We're likely many years away from finding out whether preventing EBV infection could prevent people developing MS.

If EBV does trigger MS, an EBV vaccine might prevent at least some people from getting MS who’d otherwise have developed it. But there’s currently no way to protect against becoming infected with EBV.

There's ongoing research to work out how best to do this.

What are the next steps?

• We need to be able to prevent people from getting infected with EBV and we can’t do that yet. There currently isn’t an approved EBV vaccine. A pharmaceutical company called Moderna are in the early clinical trial stage of developing an EBV vaccine. Any vaccine has to be tested with lots of people to know it’s safe and effective.
• And, it’s not clear if this vaccine would prevent EBV infection, or just prevent glandular fever. A vaccine only preventing glandular fever might not be enough to prevent MS, because some people with MS haven't had glandular fever.

• Once we can stop people getting EBV, we then need to know if that prevents MS. EBV is commonly caught in childhood. So, if we want to know whether an EBV vaccine prevents MS, we’d likely need to carry out a trial with children. We’d need to be certain about the vaccine’s safety. Then, we’d follow the vaccinated children to find out whether any went on to develop MS. This could take decades.  

Some research shows immune attacks in MS might be driven by EBV-infected immune cells. If this is true, we might be able to reduce immune attacks by getting rid of dormant EBV.

Some researchers think some existing DMTs like ocrelizumab might already do this by killing EBV-infected B cells. But, there may be other ways to get rid of EBV even more effectively.

T cell treatments

T cells are part of the immune system which can directly kill viruses. So, some researchers have made T cells that attack EBV-infected cells.

Researchers in Australia removed T cells from 10 people with MS. They then boosted the cells’ ability to recognise the EBV virus. And safely returned them to the same person. After 6 months, some of the participants reported less fatigue and some had an improved EDSS score.

Now, a larger scale trial for T cell treatment for people with MS called ATA188 is underway. This trial is slightly different as it uses EBV-targeted T cells from a healthy unrelated donor instead of the person themselves.

Antiviral therapies

Another potential way of treating EBV infection is with antiviral drugs. Some have been tested in MS, but more research is needed in this area. Amantadine is one antiviral drug that's sometimes used in MS. But it's only used to treat fatigue, and it’s not really clear how it works.

Viruses other than EBV are linked to MS, though the link isn't as clear. And, they're less common than EBV.

• Human Herpes Virus 6 (HHV-6) is another type of herpes virus which may trigger MS. People with MS are more likely than people without MS to have had an infection with one version of the virus, HHV-6A. And, one study showed infection by HHV-6A more than doubled a person’s risk of developing MS.

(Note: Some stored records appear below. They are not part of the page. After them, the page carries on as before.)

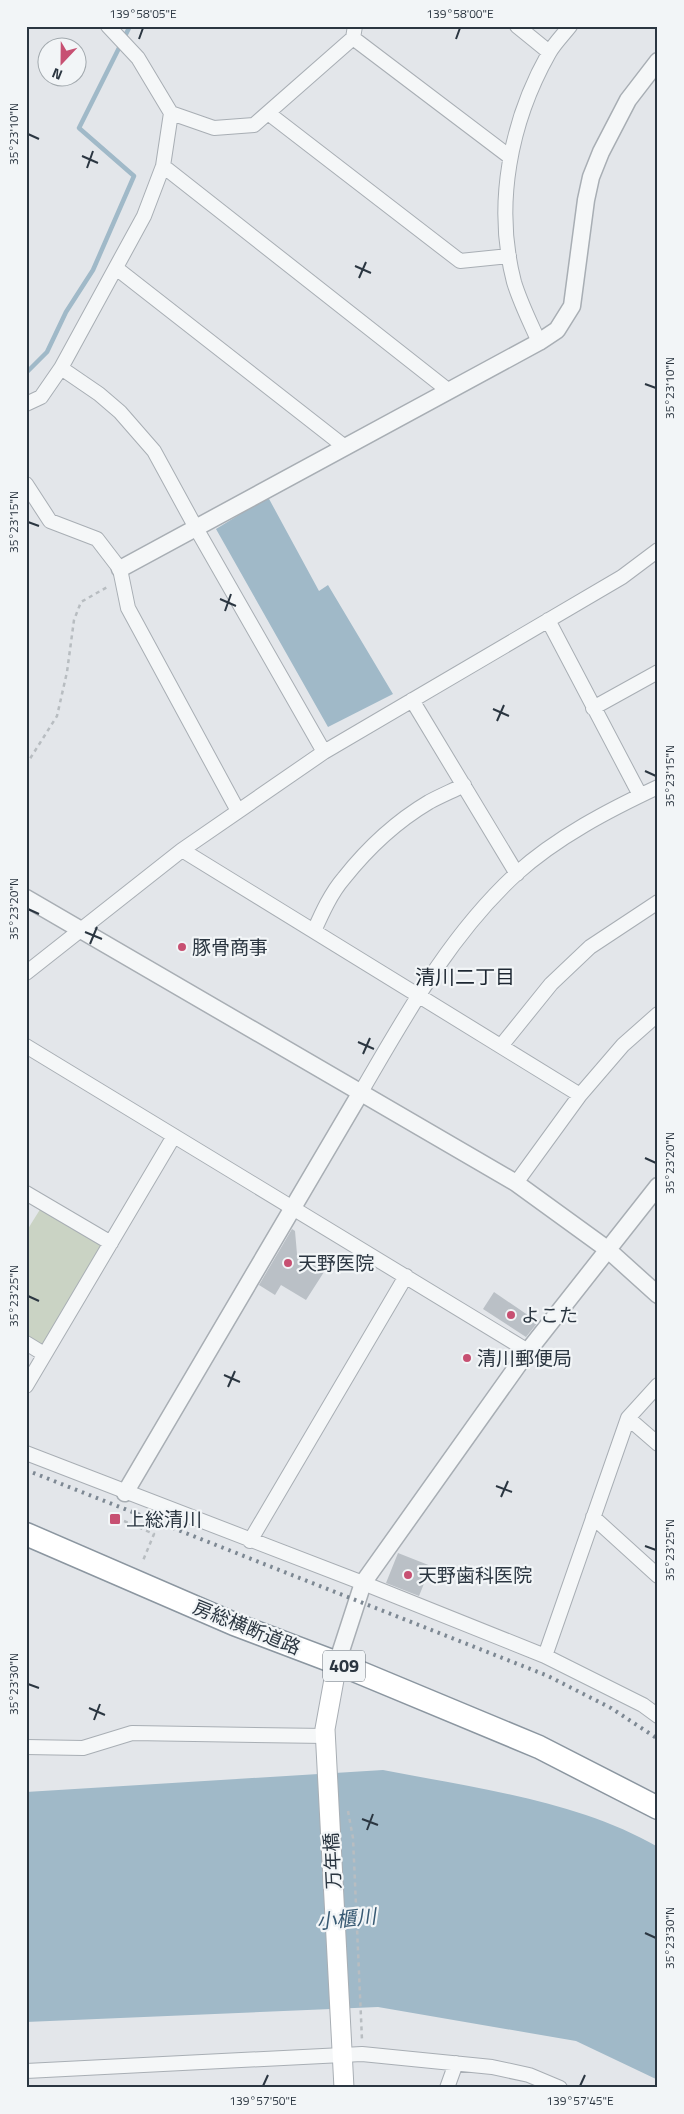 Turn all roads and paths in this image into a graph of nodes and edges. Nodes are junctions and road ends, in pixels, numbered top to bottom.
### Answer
1 (108, 26) edge
2 (517, 26) edge
3 (570, 26) edge
4 (354, 32) edge
5 (549, 52) junction
6 (658, 61) edge
7 (268, 113) junction
8 (171, 114) junction
9 (510, 157) junction
10 (163, 166) junction
11 (509, 256) junction
12 (116, 268) junction
13 (539, 342) junction
14 (61, 368) junction
15 (449, 390) junction
16 (26, 404) edge
17 (345, 447) junction
18 (26, 484) edge
19 (196, 528) junction
20 (658, 550) edge
21 (121, 574) junction
22 (548, 620) junction
23 (658, 672) edge
24 (412, 700) junction
25 (594, 708) junction
26 (324, 752) junction
27 (26, 765) edge
28 (464, 785) junction
29 (658, 787) edge
30 (640, 795) junction
31 (238, 812) junction
32 (182, 850) junction
33 (517, 874) junction
34 (26, 898) edge
35 (658, 902) edge
36 (81, 930) junction
37 (314, 931) junction
38 (26, 973) edge
39 (418, 995) junction
40 (658, 1014) edge
41 (26, 1046) edge
42 (501, 1046) junction
43 (361, 1092) junction
44 (580, 1095) junction
45 (174, 1136) junction
46 (516, 1183) junction
47 (658, 1186) edge
48 (26, 1193) edge
49 (293, 1208) junction
50 (111, 1243) junction
51 (607, 1249) junction
52 (406, 1276) junction
53 (658, 1295) edge
54 (26, 1343) edge
55 (528, 1351) junction
56 (44, 1354) junction
57 (658, 1385) edge
58 (26, 1386) edge
59 (628, 1418) junction
60 (658, 1444) edge
61 (26, 1453) edge
62 (125, 1492) junction
63 (593, 1517) junction
64 (124, 1521) dead end
65 (26, 1534) edge
66 (250, 1541) junction
67 (658, 1576) edge
68 (135, 1580) junction
69 (363, 1583) junction
70 (545, 1656) junction
71 (337, 1663) junction
72 (658, 1716) edge
73 (326, 1736) junction
74 (26, 1747) edge
75 (348, 1808) dead end
76 (658, 1808) edge
77 (362, 2042) dead end
78 (343, 2054) junction
79 (456, 2063) junction
80 (26, 2071) edge
81 (450, 2086) edge
82 (344, 2088) edge
83 (560, 2088) edge

1 - 8 street
2 - 5 street
3 - 5 street
4 - 7 street
4 - 9 street
5 - 9 street
6 - 13 street
7 - 8 street
7 - 11 street
8 - 10 street
9 - 11 street
10 - 12 street
10 - 15 street
11 - 13 street
12 - 14 street
12 - 17 street
13 - 15 street
14 - 16 street
14 - 19 street
15 - 17 street
17 - 19 street
18 - 21 street
19 - 21 street
19 - 26 street
20 - 22 street
21 - 27 path
21 - 31 street
22 - 24 street
22 - 25 street
23 - 25 street
24 - 26 street
24 - 28 street
25 - 30 street
26 - 31 street
28 - 33 street
28 - 37 street
29 - 30 street
30 - 33 street
31 - 32 street
32 - 36 street
32 - 37 street
33 - 39 street
34 - 36 street
35 - 42 street
36 - 38 street
36 - 43 street
37 - 39 street
39 - 42 street
39 - 43 street
40 - 44 street
41 - 45 street
42 - 44 street
43 - 46 street
43 - 49 street
44 - 46 street
45 - 49 street
45 - 50 street
46 - 51 street
47 - 51 street
48 - 50 street
49 - 52 street
49 - 62 street
50 - 56 street
51 - 53 street
51 - 55 street
52 - 55 street
52 - 66 street
54 - 56 street
55 - 69 street
56 - 58 street
57 - 59 street
59 - 60 street
59 - 63 street
61 - 62 street
62 - 66 street
63 - 67 street
63 - 70 street
64 - 68 path
65 - 68 highway, 房総横断道路 / 409
66 - 69 street
68 - 71 highway, 房総横断道路 / 409
69 - 70 street
69 - 71 street
70 - 72 street
71 - 73 main road, 万年橋
71 - 76 highway, 房総横断道路 / 409
73 - 74 street
73 - 78 main road, 万年橋
75 - 77 path
78 - 79 street
78 - 80 street
78 - 82 main road, 万年橋
79 - 81 street
79 - 83 street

• Cytomegalovirus (CMV) is another herpes virus. Some research shows that people who were infected with CMV had a reduced risk of developing MS. This might be because CMV interacts with other viruses, like EBV or HHV-6A. But we don’t fully understand how this works. There’s a vaccine against CMV in Phase III trials by a pharmaceutical company called Moderna.

• COVID-19 doesn’t increase your risk of getting MS. But some people with MS could be at greater risk of getting coronavirus, or of complications if they catch it.